Please don’t use an online machine translator. Don't use that as a base for asking quality checks or questions. This is not the way of being thorough. Micromanagement is bad, but this is another level of bad.

“Mina, I checked your translation with Google Translate, and you didn't use the word I see here... are you sure your translation is correct?”

First of all, let me point out that you might be feeding confidential information by checking the translation using one of these free search engine services. If you don't own content, you've probably signed an NDA, and this breaks that agreement. If you have the ownership, then do tell your provider about it. You'll be surprised to know so many people are not aware of what "data collection" means.

Second, translators don't take it well. After years in the field, I don't take it personally. Explaining the reason is usually enough to clear the air. Most translators are underpaid and they compensate for it by taking more work. They do not want to spend time defending their work against Google Translate. The last thing you want is to give an impression that they will get more complaints with actual, human translation.

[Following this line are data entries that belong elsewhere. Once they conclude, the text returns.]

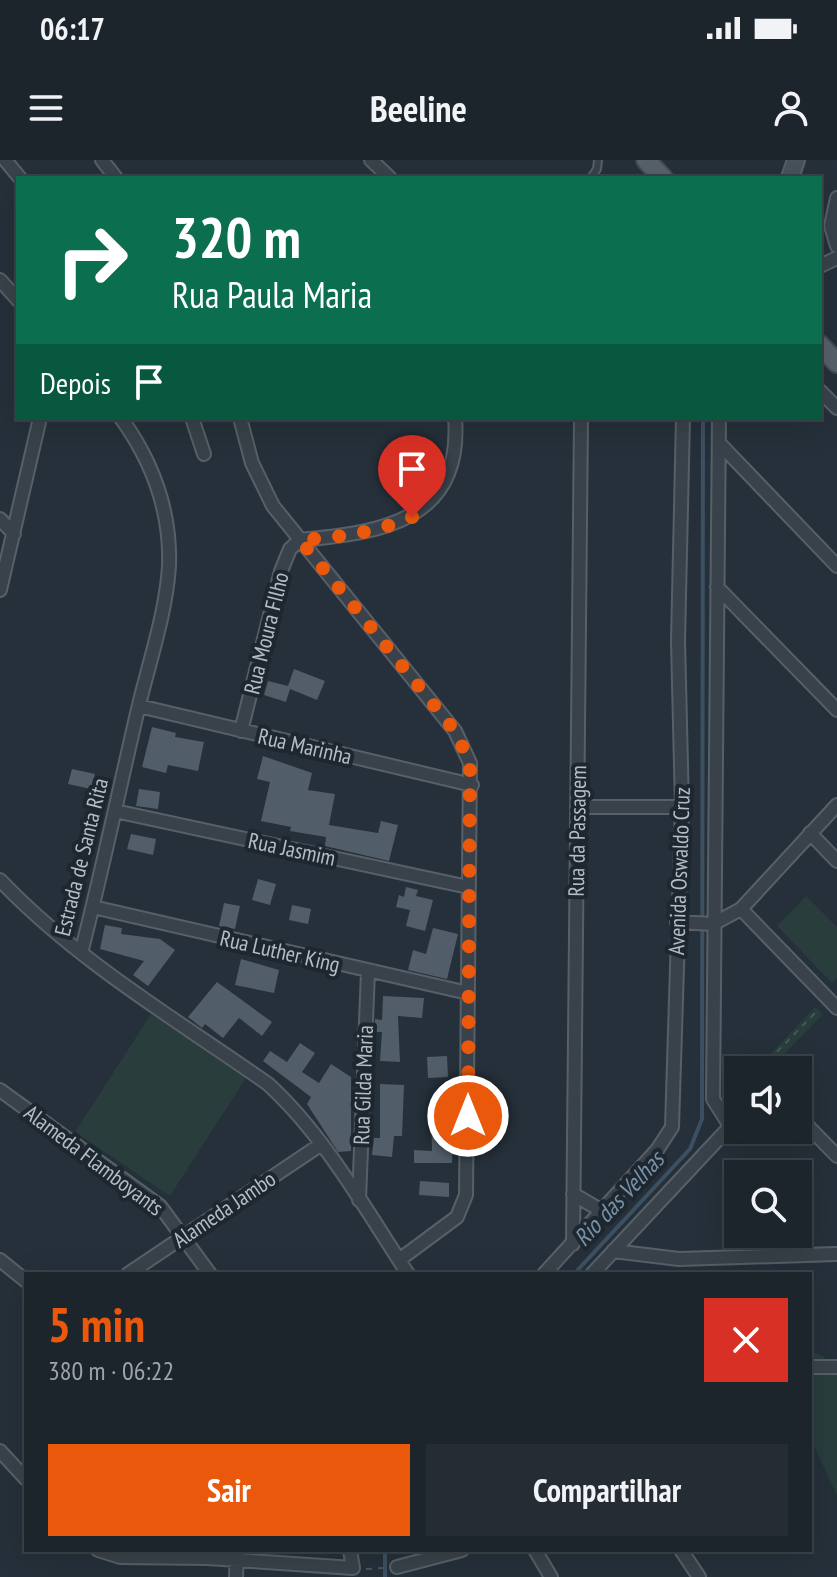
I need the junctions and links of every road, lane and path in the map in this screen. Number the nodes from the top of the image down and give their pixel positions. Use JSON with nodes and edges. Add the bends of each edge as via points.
{"nodes":[{"id":1,"x":5,"y":160,"type":"edge"},
{"id":2,"x":102,"y":160,"type":"edge"},
{"id":3,"x":371,"y":160,"type":"edge"},
{"id":4,"x":646,"y":160,"type":"edge"},
{"id":5,"x":18,"y":176,"type":"edge"},
{"id":6,"x":114,"y":176,"type":"edge"},
{"id":7,"x":388,"y":176,"type":"edge"},
{"id":8,"x":661,"y":176,"type":"edge"},
{"id":9,"x":837,"y":198,"type":"edge"},
{"id":10,"x":837,"y":246,"type":"edge"},
{"id":11,"x":0,"y":280,"type":"edge"},
{"id":12,"x":16,"y":298,"type":"edge"},
{"id":13,"x":822,"y":393,"type":"edge"},
{"id":14,"x":837,"y":408,"type":"edge"},
{"id":15,"x":40,"y":420,"type":"edge"},
{"id":16,"x":122,"y":420,"type":"edge"},
{"id":17,"x":193,"y":420,"type":"edge"},
{"id":18,"x":241,"y":420,"type":"edge"},
{"id":19,"x":455,"y":420,"type":"edge"},
{"id":20,"x":581,"y":420,"type":"edge"},
{"id":21,"x":683,"y":420,"type":"edge"},
{"id":22,"x":719,"y":420,"type":"edge"},
{"id":23,"x":719,"y":443,"type":"junction"},
{"id":24,"x":204,"y":454,"type":"dead end"},
{"id":25,"x":0,"y":519,"type":"edge"},
{"id":26,"x":14,"y":534,"type":"junction"},
{"id":27,"x":300,"y":540,"type":"junction"},
{"id":28,"x":837,"y":566,"type":"edge"},
{"id":29,"x":717,"y":587,"type":"junction"},
{"id":30,"x":0,"y":590,"type":"edge"},
{"id":31,"x":139,"y":706,"type":"junction"},
{"id":32,"x":837,"y":710,"type":"edge"},
{"id":33,"x":241,"y":731,"type":"junction"},
{"id":34,"x":472,"y":785,"type":"junction"},
{"id":35,"x":837,"y":805,"type":"edge"},
{"id":36,"x":578,"y":807,"type":"junction"},
{"id":37,"x":682,"y":807,"type":"junction"},
{"id":38,"x":115,"y":811,"type":"junction"},
{"id":39,"x":810,"y":833,"type":"junction"},
{"id":40,"x":837,"y":861,"type":"edge"},
{"id":41,"x":0,"y":880,"type":"edge"},
{"id":42,"x":468,"y":887,"type":"junction"},
{"id":43,"x":93,"y":907,"type":"junction"},
{"id":44,"x":741,"y":909,"type":"junction"},
{"id":45,"x":683,"y":922,"type":"junction"},
{"id":46,"x":710,"y":924,"type":"junction"},
{"id":47,"x":81,"y":953,"type":"junction"},
{"id":48,"x":368,"y":971,"type":"junction"},
{"id":49,"x":468,"y":993,"type":"junction"},
{"id":50,"x":833,"y":1004,"type":"edge"},
{"id":51,"x":774,"y":1056,"type":"edge"},
{"id":52,"x":0,"y":1090,"type":"edge"},
{"id":53,"x":724,"y":1113,"type":"edge"},
{"id":54,"x":724,"y":1130,"type":"edge"},
{"id":55,"x":812,"y":1130,"type":"edge"},
{"id":56,"x":320,"y":1145,"type":"junction"},
{"id":57,"x":837,"y":1156,"type":"edge"},
{"id":58,"x":573,"y":1194,"type":"junction"},
{"id":59,"x":359,"y":1200,"type":"junction"},
{"id":60,"x":602,"y":1211,"type":"junction"},
{"id":61,"x":184,"y":1235,"type":"junction"},
{"id":62,"x":573,"y":1244,"type":"junction"},
{"id":63,"x":613,"y":1251,"type":"junction"},
{"id":64,"x":837,"y":1254,"type":"edge"},
{"id":65,"x":0,"y":1260,"type":"edge"},
{"id":66,"x":399,"y":1260,"type":"junction"},
{"id":67,"x":131,"y":1272,"type":"edge"},
{"id":68,"x":209,"y":1272,"type":"edge"},
{"id":69,"x":407,"y":1272,"type":"edge"},
{"id":70,"x":546,"y":1272,"type":"edge"},
{"id":71,"x":594,"y":1272,"type":"edge"},
{"id":72,"x":24,"y":1279,"type":"edge"},
{"id":73,"x":812,"y":1367,"type":"edge"},
{"id":74,"x":837,"y":1367,"type":"edge"},
{"id":75,"x":0,"y":1451,"type":"edge"},
{"id":76,"x":24,"y":1477,"type":"edge"},
{"id":77,"x":104,"y":1552,"type":"edge"},
{"id":78,"x":350,"y":1552,"type":"edge"},
{"id":79,"x":454,"y":1552,"type":"edge"},
{"id":80,"x":536,"y":1552,"type":"edge"},
{"id":81,"x":682,"y":1552,"type":"edge"},
{"id":82,"x":237,"y":1555,"type":"edge"},
{"id":83,"x":394,"y":1567,"type":"joint"},
{"id":84,"x":373,"y":1569,"type":"dead end"},
{"id":85,"x":236,"y":1577,"type":"edge"},
{"id":86,"x":551,"y":1577,"type":"edge"},
{"id":87,"x":699,"y":1577,"type":"edge"}],
"edges":[{"from":1,"to":5,"type":"street"},
{"from":2,"to":6,"type":"street"},
{"from":3,"to":7,"type":"street"},
{"from":4,"to":8,"type":"main road"},
{"from":9,"to":10,"type":"street","via":[[831,226]]},
{"from":11,"to":12,"type":"street"},
{"from":13,"to":14,"type":"street"},
{"from":15,"to":26,"type":"street"},
{"from":16,"to":31,"type":"street","name":"Estrada de Santa Rita","via":[[143,449],[157,485],[168,547],[158,629]]},
{"from":17,"to":24,"type":"street"},
{"from":18,"to":27,"type":"street","via":[[264,492]]},
{"from":19,"to":27,"type":"street","via":[[450,473],[432,500],[412,517],[356,535]]},
{"from":20,"to":36,"type":"street","name":"Rua da Passagem"},
{"from":21,"to":37,"type":"street","name":"Avenida Oswaldo Cruz","via":[[678,641]]},
{"from":22,"to":23,"type":"street","name":"Avenida Oswaldo Cruz"},
{"from":23,"to":28,"type":"street"},
{"from":23,"to":29,"type":"street","name":"Avenida Oswaldo Cruz"},
{"from":25,"to":26,"type":"street"},
{"from":26,"to":30,"type":"street"},
{"from":27,"to":33,"type":"street","name":"Rua Moura FIlho","via":[[281,571]]},
{"from":27,"to":34,"type":"street","via":[[455,731],[466,749]]},
{"from":29,"to":32,"type":"street"},
{"from":29,"to":46,"type":"street","name":"Avenida Oswaldo Cruz"},
{"from":31,"to":33,"type":"street","name":"Rua Marinha"},
{"from":31,"to":38,"type":"street","name":"Estrada de Santa Rita"},
{"from":33,"to":34,"type":"street","name":"Rua Marinha"},
{"from":34,"to":42,"type":"street"},
{"from":35,"to":39,"type":"street"},
{"from":36,"to":37,"type":"street"},
{"from":36,"to":58,"type":"street","name":"Rua da Passagem"},
{"from":37,"to":45,"type":"street","name":"Avenida Oswaldo Cruz"},
{"from":38,"to":42,"type":"street","name":"Rua Jasmim"},
{"from":38,"to":43,"type":"street","name":"Estrada de Santa Rita"},
{"from":39,"to":40,"type":"street"},
{"from":39,"to":44,"type":"street"},
{"from":41,"to":47,"type":"street"},
{"from":42,"to":49,"type":"street"},
{"from":43,"to":47,"type":"street","name":"Estrada de Santa Rita"},
{"from":43,"to":48,"type":"street","name":"Rua Luther King"},
{"from":44,"to":46,"type":"street"},
{"from":44,"to":50,"type":"street"},
{"from":45,"to":46,"type":"street"},
{"from":45,"to":60,"type":"street","name":"Avenida Oswaldo Cruz","via":[[672,1127]]},
{"from":46,"to":53,"type":"street","name":"Avenida Oswaldo Cruz","via":[[713,1099]]},
{"from":47,"to":56,"type":"street","name":"Estrada de Santa Rita","via":[[268,1084]]},
{"from":48,"to":49,"type":"street","name":"Rua Luther King"},
{"from":48,"to":59,"type":"street","name":"Rua Gilda Maria"},
{"from":49,"to":66,"type":"street","via":[[466,1195],[457,1217]]},
{"from":50,"to":51,"type":"path"},
{"from":52,"to":61,"type":"street","name":"Alameda Flamboyants","via":[[139,1189]]},
{"from":54,"to":63,"type":"street","name":"Avenida Oswaldo Cruz"},
{"from":55,"to":57,"type":"street"},
{"from":56,"to":59,"type":"street","name":"Estrada de Santa Rita"},
{"from":56,"to":61,"type":"street","name":"Alameda Jambo"},
{"from":58,"to":60,"type":"street"},
{"from":58,"to":62,"type":"street","name":"Rua da Passagem"},
{"from":59,"to":66,"type":"street","name":"Estrada de Santa Rita"},
{"from":60,"to":62,"type":"street","name":"Avenida Oswaldo Cruz"},
{"from":61,"to":67,"type":"street","name":"Alameda Jambo"},
{"from":61,"to":68,"type":"street","name":"Alameda Flamboyants"},
{"from":62,"to":70,"type":"street","name":"Avenida Oswaldo Cruz"},
{"from":63,"to":64,"type":"street","via":[[679,1259]]},
{"from":63,"to":71,"type":"street","name":"Avenida Oswaldo Cruz"},
{"from":65,"to":72,"type":"street"},
{"from":66,"to":69,"type":"street","name":"Estrada de Santa Rita"},
{"from":73,"to":74,"type":"street"},
{"from":75,"to":76,"type":"street"},
{"from":77,"to":82,"type":"street","via":[[120,1557]]},
{"from":78,"to":82,"type":"street","via":[[353,1568]]},
{"from":79,"to":83,"type":"street"},
{"from":80,"to":86,"type":"street"},
{"from":81,"to":87,"type":"street"},
{"from":82,"to":85,"type":"street"},
{"from":83,"to":84,"type":"path"}]}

You can be direct when in any doubt or having questions. Just show respect for their time and efforts.

Sometimes agencies freak out whenever the client makes a query regarding word choice or change request because they consider this as a complaint. This is not productive at all when, as is often the case, only the client-side checker and the translator speak the language.

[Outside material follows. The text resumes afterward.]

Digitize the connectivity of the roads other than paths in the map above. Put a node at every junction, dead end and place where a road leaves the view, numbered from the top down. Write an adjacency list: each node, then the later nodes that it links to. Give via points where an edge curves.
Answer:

The solution here is effective and respectful communication. In my opinion, the role of a manager is critical to make sure everyone can focus on the quality without turning it into personal attacks.

In a good localization team, the translator would offer explanations when they made an unconventional choice before anyone asks about it and the manager wouldn't withhold that information until it's necessary to share it. When hiring a localization agency, it is a good sign if the agency actively forwards any questions regarding the context from the translators and their opinion about legacy translation.

Get native eyes to review

By review I mean checking how the translation sounds to natives. Note that most native proofreading focuses on obvious grammatical and structural errors, rather than natural fluency. Have a native person review the translation and ask for honest feedback. How does it sound? Is it natural and does it align with the brand identity?

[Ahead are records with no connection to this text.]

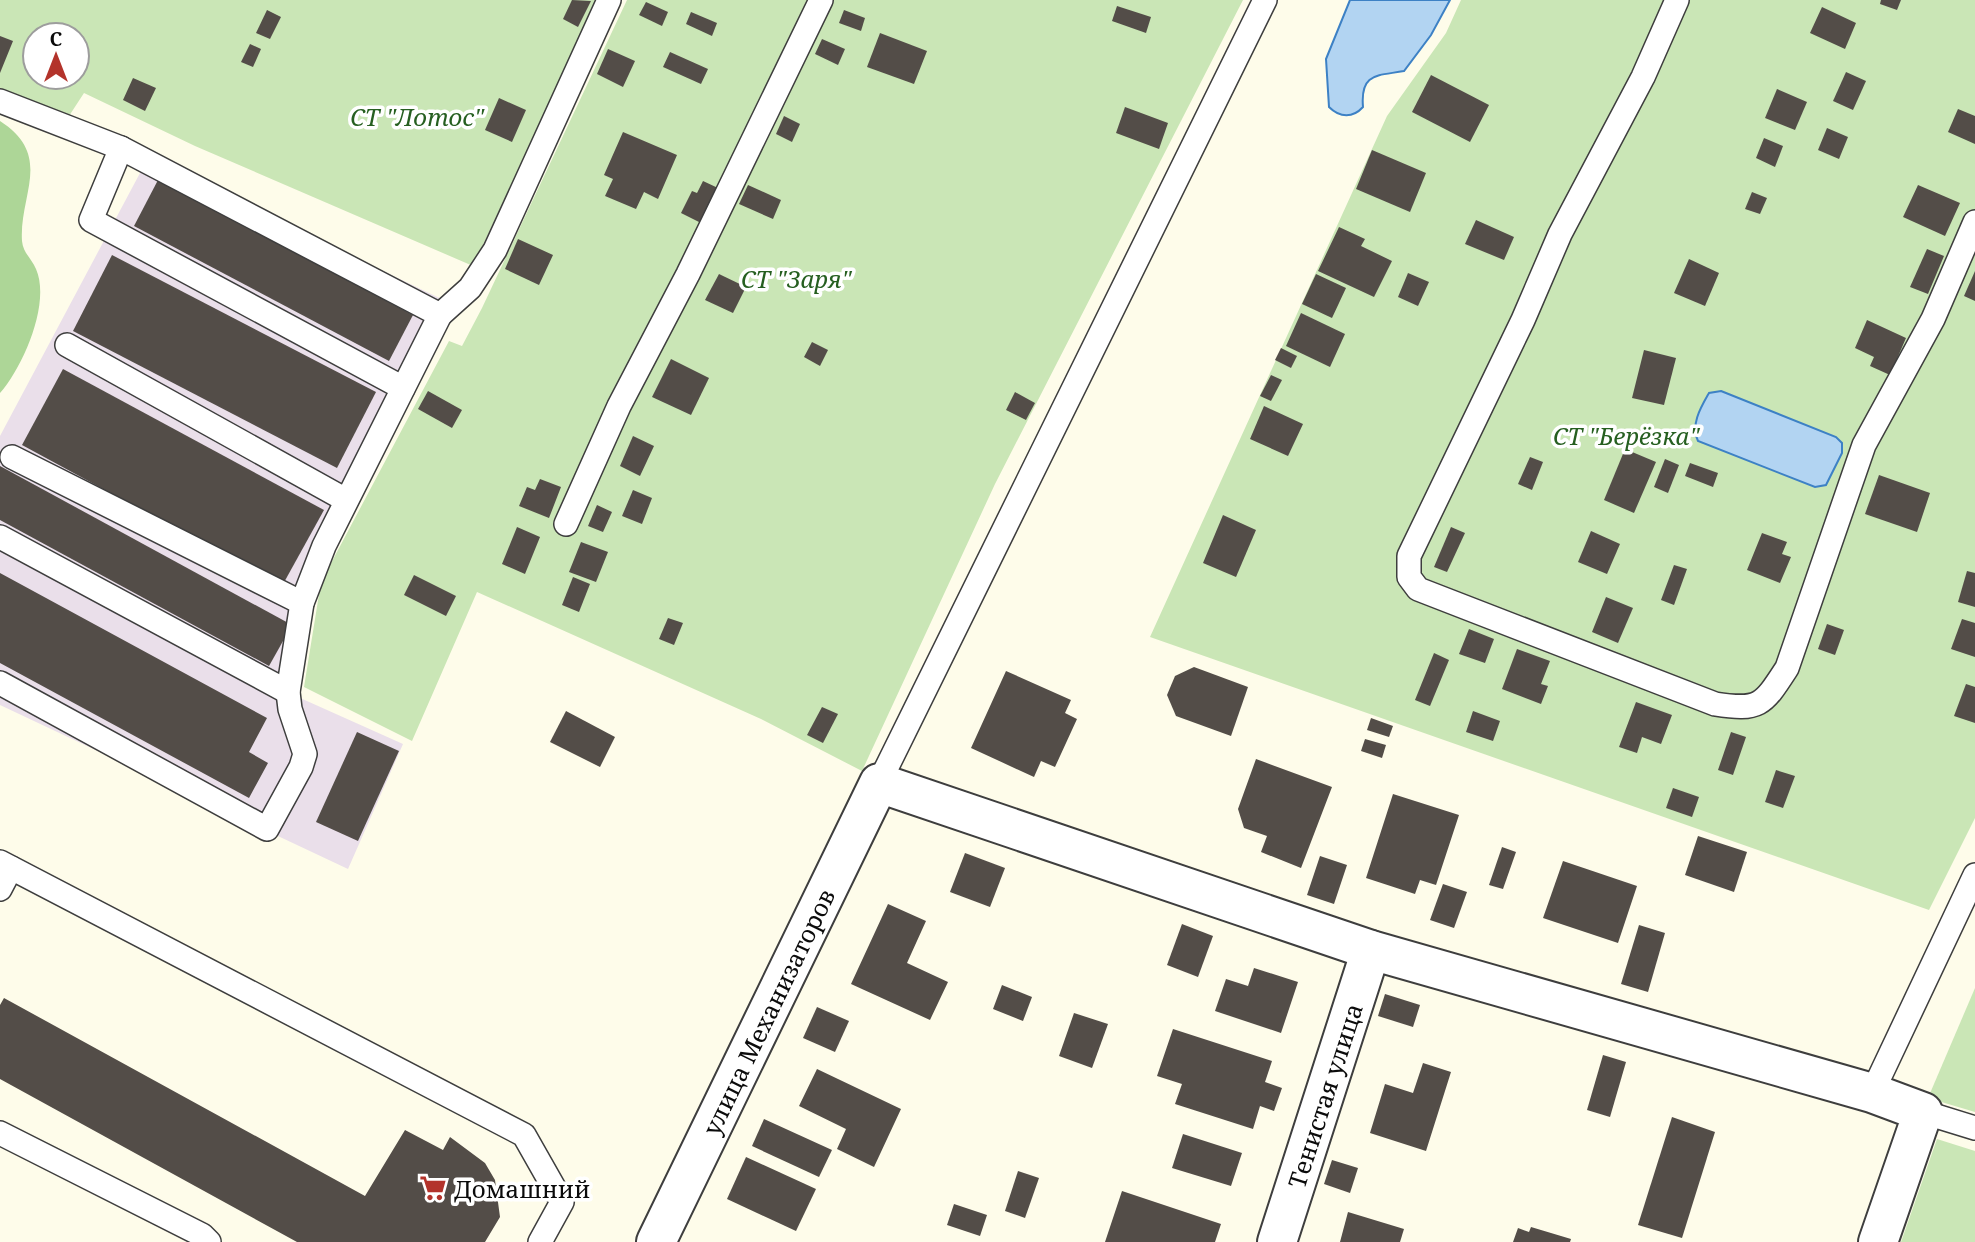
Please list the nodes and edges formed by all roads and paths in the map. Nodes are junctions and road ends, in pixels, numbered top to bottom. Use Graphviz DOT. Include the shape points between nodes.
graph roads {
  1 [pos="608,0"];
  2 [pos="821,0"];
  3 [pos="1265,0"];
  4 [pos="1678,0"];
  5 [pos="0,101"];
  6 [pos="121,148"];
  7 [pos="1975,222"];
  8 [pos="440,315"];
  9 [pos="67,345"];
  10 [pos="403,388"];
  11 [pos="12,457"];
  12 [pos="346,500"];
  13 [pos="566,524"];
  14 [pos="0,537"];
  15 [pos="302,604"];
  16 [pos="0,683"];
  17 [pos="288,692"];
  18 [pos="879,783"];
  19 [pos="6,865"];
  20 [pos="1975,875"];
  21 [pos="0,889"];
  22 [pos="1371,950"];
  23 [pos="1872,1093"];
  24 [pos="1923,1112"];
  25 [pos="1975,1128"];
  26 [pos="0,1133"];
  27 [pos="209,1242"];
  28 [pos="540,1242"];
  29 [pos="656,1242"];
  30 [pos="1277,1242"];
  31 [pos="1878,1242"];
  1 -- 8 [label="lane" via="495,250 470,288"];
  2 -- 13 [label="lane" via="619,406"];
  3 -- 18 [label="lane"];
  4 -- 7 [label="lane" via="1560,234 1409,556 1409,577 1418,589 1715,704 1746,709 1761,702 1787,668 1864,445 1933,319"];
  5 -- 6 [label="lane"];
  6 -- 8 [label="lane"];
  6 -- 10 [label="lane" via="91,220"];
  8 -- 10 [label="lane"];
  9 -- 12 [label="lane"];
  10 -- 12 [label="lane"];
  11 -- 15 [label="lane"];
  12 -- 15 [label="lane"];
  14 -- 17 [label="lane"];
  15 -- 17 [label="lane"];
  16 -- 17 [label="lane" via="267,829 304,754"];
  18 -- 22 [label="street"];
  18 -- 29 [label="street, улица Механизаторов"];
  19 -- 21 [label="lane"];
  19 -- 28 [label="lane" via="524,1135 562,1202"];
  20 -- 23 [label="lane"];
  22 -- 23 [label="street"];
  22 -- 30 [label="street, Тенистая улица"];
  23 -- 24 [label="street"];
  24 -- 25 [label="lane"];
  24 -- 31 [label="street"];
  26 -- 27 [label="lane"];
}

Holiday visitors who think the Buddhist Thai style works in all Asian countries would only risk an embarrassment. There is no excuse for not doing your due diligence when you play to profit. I mentioned that localization affects the way your brand is perceived, and that’s how it works. Language embodies the people who speak it. The audience is different, what can be offensive or culturally sensitive is different. A good translator will point out and come up with solutions whenever there are possible conflicts. This is another purpose of having a native review. It doesn't have to be a linguist or other experts. Someone who is familiar with the brand or product would be enough. If you haven't localized before, this review should be done as early as possible so you can provide additional instructions if needed.

This is something advanced machine translation cannot do. There is an emotional aspect in the job, subtle but critical to success.

Use the right font!

I’m joking, but only halfway. It's such a shame to see perfectly localized texts looking so cheap in an outdated font, a size too small or too big, with terrible line breaks. (I have a lot to say about line breaks.) Visual presentation is important. Let the texts shine and grab the attention they deserve!


There are ways you can ensure quality and value out of your localization efforts and all the precious resources invested. It’s a delicate process that requires organization and expertise. You will work with professionals, so let them help you the best they can. Encourage communication by listening to them and respecting what they do. Be honest about your concerns and give them at least enough time if you can’t (or are unwilling to) pay extra. And their response will also give a good measurement of the potential for collaboration.

I hope you find this helpful. Happy localization!